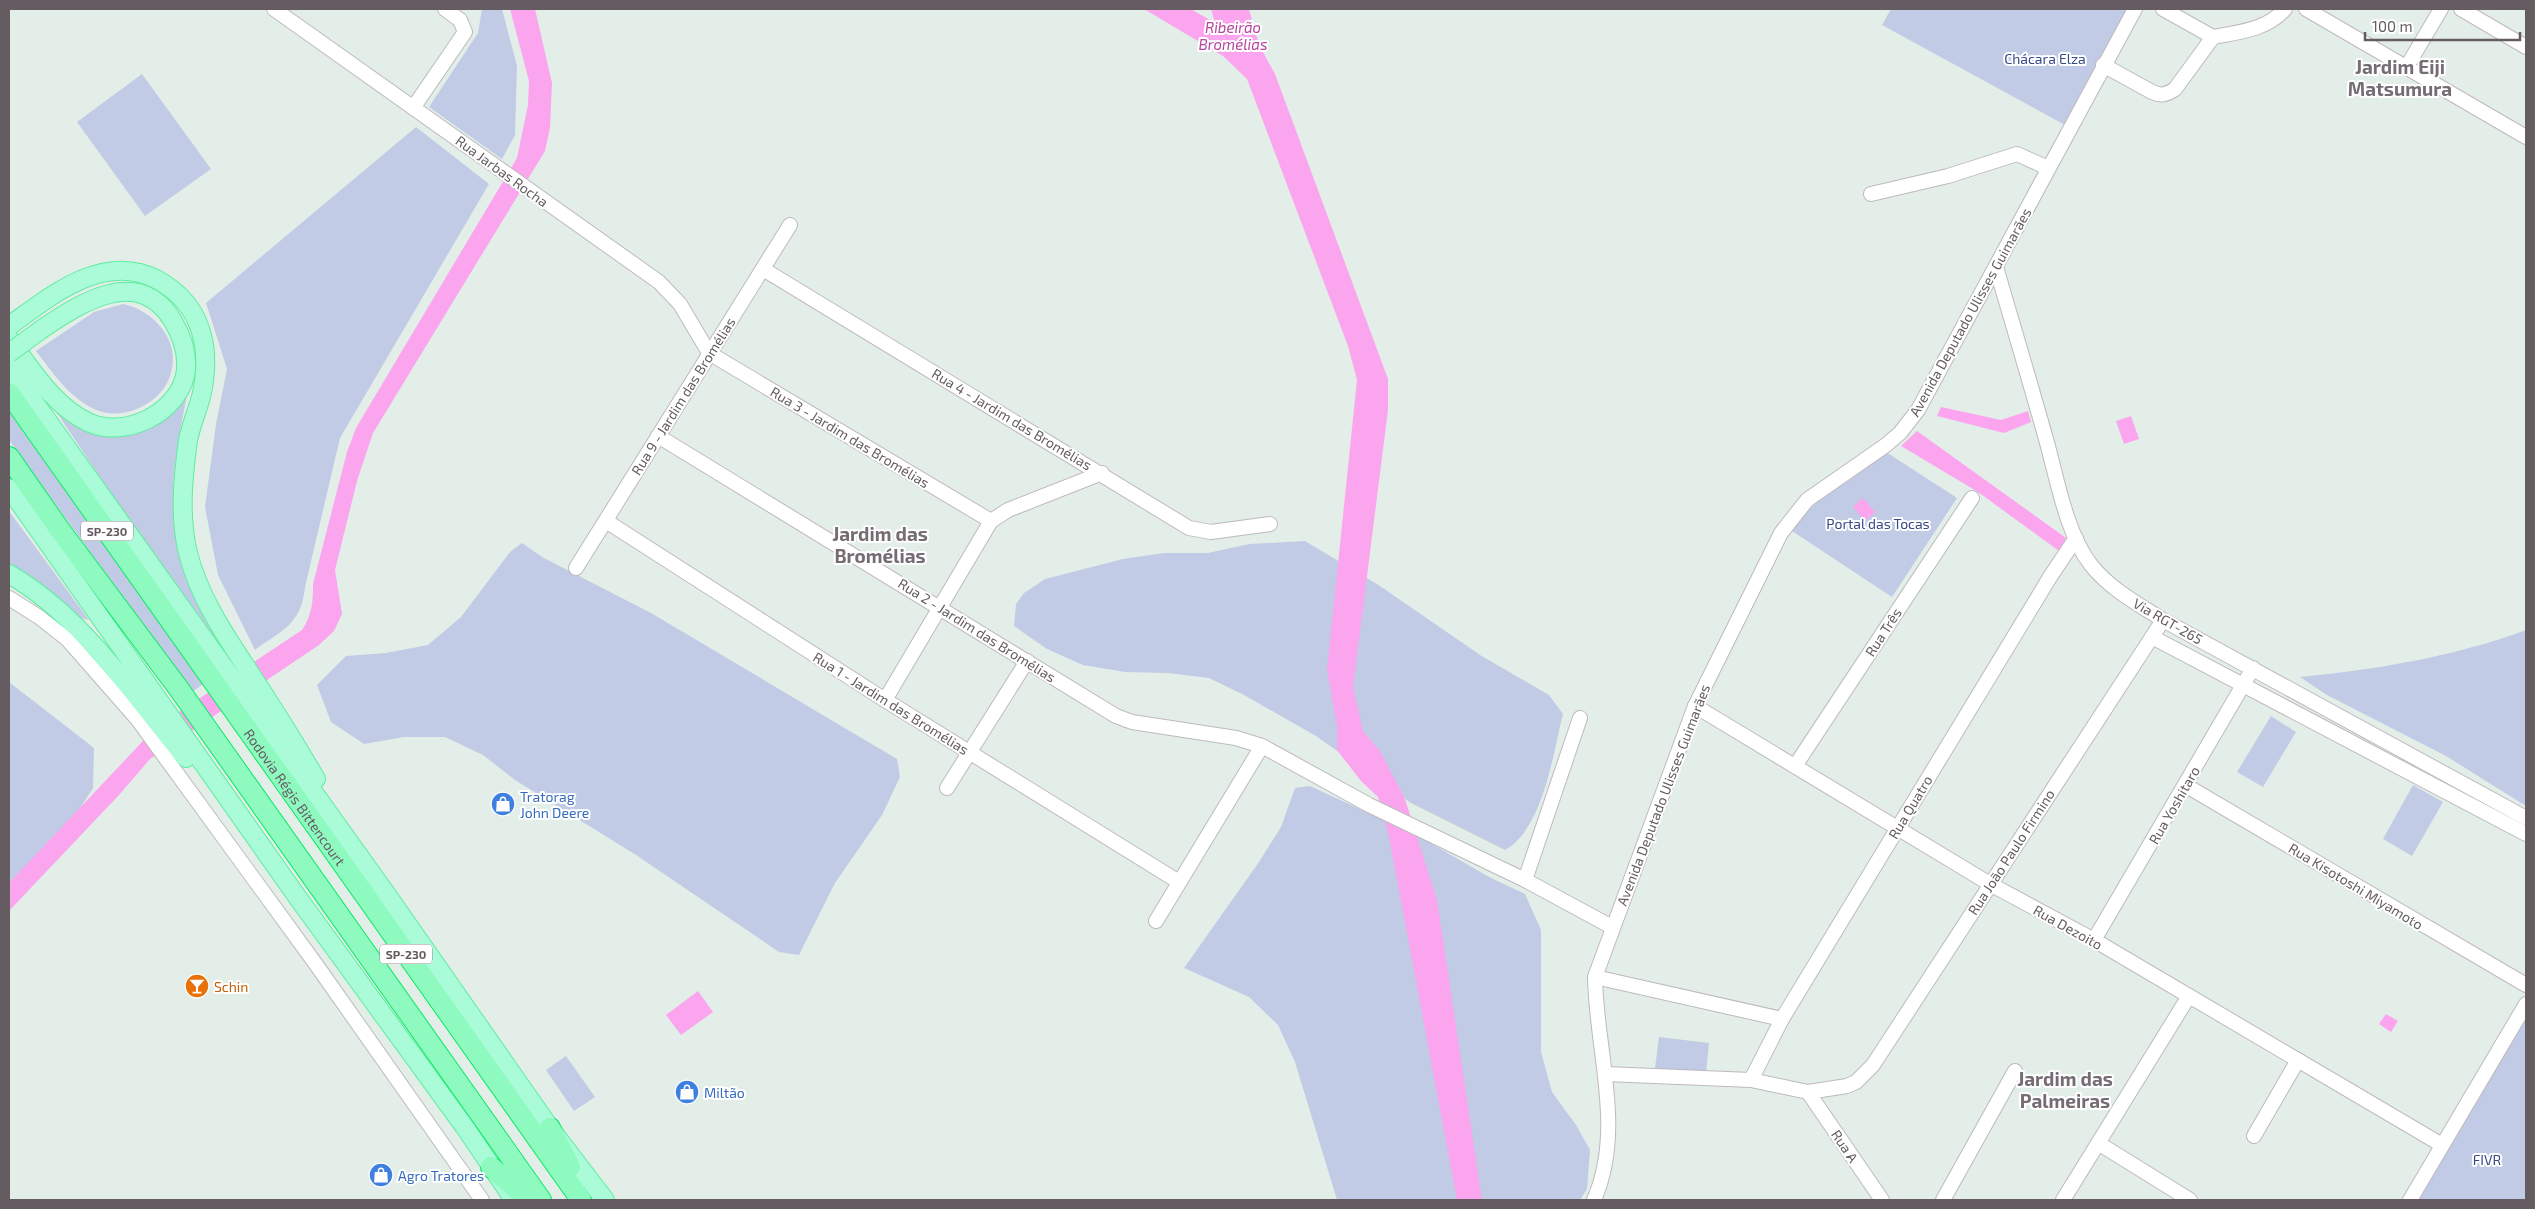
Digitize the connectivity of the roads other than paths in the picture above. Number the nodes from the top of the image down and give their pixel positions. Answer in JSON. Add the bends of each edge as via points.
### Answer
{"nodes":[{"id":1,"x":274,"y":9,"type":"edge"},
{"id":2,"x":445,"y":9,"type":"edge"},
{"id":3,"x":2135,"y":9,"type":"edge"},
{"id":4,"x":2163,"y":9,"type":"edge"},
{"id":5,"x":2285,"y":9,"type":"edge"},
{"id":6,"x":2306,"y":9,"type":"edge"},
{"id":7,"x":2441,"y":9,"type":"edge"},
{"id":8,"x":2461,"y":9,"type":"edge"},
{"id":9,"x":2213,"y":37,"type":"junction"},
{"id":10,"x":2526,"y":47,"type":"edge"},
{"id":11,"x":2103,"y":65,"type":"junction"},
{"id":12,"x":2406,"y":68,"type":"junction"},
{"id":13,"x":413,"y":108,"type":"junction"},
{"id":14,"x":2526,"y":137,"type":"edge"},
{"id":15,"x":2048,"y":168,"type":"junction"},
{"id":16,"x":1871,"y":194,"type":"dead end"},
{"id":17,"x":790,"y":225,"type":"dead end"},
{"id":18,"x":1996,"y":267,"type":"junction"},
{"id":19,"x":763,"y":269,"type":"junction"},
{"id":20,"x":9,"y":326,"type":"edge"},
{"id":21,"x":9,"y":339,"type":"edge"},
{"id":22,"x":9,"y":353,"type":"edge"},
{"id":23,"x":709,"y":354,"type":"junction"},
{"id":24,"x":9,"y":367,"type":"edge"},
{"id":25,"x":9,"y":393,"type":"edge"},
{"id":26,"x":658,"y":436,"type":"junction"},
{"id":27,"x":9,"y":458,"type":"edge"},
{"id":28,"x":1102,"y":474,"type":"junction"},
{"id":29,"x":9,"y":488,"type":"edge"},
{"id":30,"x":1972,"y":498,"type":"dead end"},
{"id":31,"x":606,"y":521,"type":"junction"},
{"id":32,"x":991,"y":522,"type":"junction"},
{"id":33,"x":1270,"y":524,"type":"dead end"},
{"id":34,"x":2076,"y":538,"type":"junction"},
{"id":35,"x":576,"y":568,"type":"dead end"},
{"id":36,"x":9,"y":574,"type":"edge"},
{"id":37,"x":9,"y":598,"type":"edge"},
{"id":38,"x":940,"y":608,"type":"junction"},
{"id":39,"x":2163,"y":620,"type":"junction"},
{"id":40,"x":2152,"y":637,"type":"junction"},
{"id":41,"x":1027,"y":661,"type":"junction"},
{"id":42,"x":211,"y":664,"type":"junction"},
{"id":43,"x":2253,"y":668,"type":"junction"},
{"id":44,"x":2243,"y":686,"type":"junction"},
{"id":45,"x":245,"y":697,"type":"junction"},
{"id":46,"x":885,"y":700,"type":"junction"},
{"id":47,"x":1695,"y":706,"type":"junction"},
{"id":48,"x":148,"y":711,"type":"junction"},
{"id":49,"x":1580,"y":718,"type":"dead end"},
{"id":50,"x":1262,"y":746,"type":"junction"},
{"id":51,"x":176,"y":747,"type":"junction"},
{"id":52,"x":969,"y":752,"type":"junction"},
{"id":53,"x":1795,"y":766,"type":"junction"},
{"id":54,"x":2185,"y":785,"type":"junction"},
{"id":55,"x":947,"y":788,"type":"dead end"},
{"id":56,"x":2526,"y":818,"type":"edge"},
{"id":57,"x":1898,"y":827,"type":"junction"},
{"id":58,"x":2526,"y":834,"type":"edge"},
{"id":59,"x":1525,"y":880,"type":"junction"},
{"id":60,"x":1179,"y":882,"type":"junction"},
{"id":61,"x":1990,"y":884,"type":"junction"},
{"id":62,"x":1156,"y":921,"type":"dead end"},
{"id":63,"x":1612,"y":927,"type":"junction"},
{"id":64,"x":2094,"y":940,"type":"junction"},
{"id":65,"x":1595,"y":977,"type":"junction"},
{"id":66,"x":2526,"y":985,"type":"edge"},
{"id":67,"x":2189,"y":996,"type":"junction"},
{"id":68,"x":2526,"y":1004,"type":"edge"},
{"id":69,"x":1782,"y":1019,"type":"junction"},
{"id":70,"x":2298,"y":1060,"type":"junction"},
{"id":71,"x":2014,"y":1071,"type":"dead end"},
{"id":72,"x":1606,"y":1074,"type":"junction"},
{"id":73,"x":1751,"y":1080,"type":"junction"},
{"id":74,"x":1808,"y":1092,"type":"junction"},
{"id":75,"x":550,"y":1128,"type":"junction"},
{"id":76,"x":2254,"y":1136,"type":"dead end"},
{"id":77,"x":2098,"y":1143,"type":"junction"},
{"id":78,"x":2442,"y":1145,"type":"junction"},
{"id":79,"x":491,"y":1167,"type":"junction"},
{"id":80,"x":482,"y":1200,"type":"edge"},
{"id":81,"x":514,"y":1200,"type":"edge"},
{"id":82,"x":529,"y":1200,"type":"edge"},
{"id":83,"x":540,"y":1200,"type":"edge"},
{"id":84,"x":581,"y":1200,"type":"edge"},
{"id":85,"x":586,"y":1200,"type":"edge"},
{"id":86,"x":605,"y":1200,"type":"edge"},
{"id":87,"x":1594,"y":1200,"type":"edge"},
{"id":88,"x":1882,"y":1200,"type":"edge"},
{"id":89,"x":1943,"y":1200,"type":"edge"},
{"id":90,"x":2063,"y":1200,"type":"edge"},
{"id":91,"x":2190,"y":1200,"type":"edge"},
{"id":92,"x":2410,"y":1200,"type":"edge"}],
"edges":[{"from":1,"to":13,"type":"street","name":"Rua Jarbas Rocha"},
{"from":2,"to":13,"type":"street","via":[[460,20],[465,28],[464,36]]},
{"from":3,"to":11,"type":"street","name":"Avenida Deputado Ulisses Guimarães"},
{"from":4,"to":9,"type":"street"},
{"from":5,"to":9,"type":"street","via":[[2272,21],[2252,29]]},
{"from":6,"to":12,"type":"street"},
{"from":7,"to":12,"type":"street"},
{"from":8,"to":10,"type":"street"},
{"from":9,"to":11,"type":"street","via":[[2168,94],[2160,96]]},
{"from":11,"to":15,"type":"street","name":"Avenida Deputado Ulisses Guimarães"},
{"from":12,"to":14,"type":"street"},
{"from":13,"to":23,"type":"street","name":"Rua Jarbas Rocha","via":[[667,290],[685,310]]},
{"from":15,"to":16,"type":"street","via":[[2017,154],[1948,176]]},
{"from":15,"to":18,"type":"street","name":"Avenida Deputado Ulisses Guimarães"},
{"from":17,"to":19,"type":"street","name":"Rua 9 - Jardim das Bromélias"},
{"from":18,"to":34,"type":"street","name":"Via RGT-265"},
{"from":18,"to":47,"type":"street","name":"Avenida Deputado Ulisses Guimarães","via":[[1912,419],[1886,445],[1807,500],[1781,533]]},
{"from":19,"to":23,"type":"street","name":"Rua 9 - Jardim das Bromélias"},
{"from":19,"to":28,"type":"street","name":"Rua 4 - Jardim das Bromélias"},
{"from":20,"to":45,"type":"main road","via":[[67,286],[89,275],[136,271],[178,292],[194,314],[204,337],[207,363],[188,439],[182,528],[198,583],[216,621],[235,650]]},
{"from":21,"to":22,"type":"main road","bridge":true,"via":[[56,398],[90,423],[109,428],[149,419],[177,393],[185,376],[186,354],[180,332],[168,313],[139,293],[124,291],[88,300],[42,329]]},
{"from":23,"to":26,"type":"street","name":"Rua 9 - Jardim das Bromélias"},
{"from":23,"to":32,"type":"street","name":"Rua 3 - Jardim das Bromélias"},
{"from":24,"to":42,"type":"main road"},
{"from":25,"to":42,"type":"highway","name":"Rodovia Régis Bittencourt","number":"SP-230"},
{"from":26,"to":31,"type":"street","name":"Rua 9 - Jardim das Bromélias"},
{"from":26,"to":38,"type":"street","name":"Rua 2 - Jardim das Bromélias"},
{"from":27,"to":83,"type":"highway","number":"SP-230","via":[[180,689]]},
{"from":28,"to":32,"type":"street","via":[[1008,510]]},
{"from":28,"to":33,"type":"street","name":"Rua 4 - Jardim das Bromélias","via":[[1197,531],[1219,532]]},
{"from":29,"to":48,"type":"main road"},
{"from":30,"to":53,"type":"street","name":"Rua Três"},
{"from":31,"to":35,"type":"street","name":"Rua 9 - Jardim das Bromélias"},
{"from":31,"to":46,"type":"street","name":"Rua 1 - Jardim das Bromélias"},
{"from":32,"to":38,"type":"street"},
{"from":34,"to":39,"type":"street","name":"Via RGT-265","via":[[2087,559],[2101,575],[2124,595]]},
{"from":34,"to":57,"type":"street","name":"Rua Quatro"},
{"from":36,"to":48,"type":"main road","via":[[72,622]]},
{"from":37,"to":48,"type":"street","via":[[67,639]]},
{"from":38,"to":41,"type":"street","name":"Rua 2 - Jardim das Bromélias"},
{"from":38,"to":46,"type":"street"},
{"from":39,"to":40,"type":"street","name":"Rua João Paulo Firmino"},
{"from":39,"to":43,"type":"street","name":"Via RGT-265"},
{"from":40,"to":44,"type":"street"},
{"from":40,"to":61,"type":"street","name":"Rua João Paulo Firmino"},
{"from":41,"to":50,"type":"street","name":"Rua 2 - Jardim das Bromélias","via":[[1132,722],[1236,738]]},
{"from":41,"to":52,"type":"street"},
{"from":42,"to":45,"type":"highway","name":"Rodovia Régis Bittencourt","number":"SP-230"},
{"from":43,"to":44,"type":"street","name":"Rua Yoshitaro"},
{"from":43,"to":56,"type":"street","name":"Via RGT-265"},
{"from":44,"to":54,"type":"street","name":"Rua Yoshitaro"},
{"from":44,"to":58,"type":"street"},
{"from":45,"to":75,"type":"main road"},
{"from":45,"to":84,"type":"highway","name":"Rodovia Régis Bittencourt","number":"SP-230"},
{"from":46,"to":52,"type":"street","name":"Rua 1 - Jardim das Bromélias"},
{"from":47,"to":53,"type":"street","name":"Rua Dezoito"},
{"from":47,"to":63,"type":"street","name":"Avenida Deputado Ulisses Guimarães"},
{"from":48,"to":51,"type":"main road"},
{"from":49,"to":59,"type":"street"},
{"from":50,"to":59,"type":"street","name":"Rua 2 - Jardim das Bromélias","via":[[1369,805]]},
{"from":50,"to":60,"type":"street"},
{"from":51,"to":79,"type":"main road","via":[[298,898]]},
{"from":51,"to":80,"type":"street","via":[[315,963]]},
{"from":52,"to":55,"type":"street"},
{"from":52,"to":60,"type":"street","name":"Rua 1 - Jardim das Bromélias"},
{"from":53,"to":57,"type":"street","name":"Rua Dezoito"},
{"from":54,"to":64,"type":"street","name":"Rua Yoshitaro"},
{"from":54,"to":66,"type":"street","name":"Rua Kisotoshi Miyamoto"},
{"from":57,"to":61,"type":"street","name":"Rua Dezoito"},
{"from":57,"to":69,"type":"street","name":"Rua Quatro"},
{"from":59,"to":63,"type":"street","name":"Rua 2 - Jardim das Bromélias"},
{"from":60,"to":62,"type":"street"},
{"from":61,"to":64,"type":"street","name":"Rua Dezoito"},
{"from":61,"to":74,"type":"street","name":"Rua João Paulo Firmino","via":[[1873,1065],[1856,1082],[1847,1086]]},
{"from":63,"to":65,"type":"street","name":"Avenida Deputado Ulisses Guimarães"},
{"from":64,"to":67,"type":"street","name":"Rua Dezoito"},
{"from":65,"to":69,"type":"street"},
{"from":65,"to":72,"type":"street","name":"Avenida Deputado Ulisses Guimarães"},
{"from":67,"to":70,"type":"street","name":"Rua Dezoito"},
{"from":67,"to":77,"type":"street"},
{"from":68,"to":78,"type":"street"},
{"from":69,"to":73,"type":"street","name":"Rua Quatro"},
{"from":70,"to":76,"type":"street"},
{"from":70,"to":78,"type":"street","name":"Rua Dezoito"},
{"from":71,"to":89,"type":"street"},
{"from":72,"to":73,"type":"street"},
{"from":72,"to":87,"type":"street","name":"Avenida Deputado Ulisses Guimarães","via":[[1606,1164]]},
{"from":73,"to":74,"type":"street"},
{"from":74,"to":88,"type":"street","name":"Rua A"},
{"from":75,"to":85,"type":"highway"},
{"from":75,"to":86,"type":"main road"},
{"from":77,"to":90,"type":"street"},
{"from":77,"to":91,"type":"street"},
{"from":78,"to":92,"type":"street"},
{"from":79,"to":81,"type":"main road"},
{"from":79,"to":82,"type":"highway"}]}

#### What to do:
List every line above that contains the word "Quatro".

#### Worked solution:
{"from":34,"to":57,"type":"street","name":"Rua Quatro"},
{"from":57,"to":69,"type":"street","name":"Rua Quatro"},
{"from":69,"to":73,"type":"street","name":"Rua Quatro"},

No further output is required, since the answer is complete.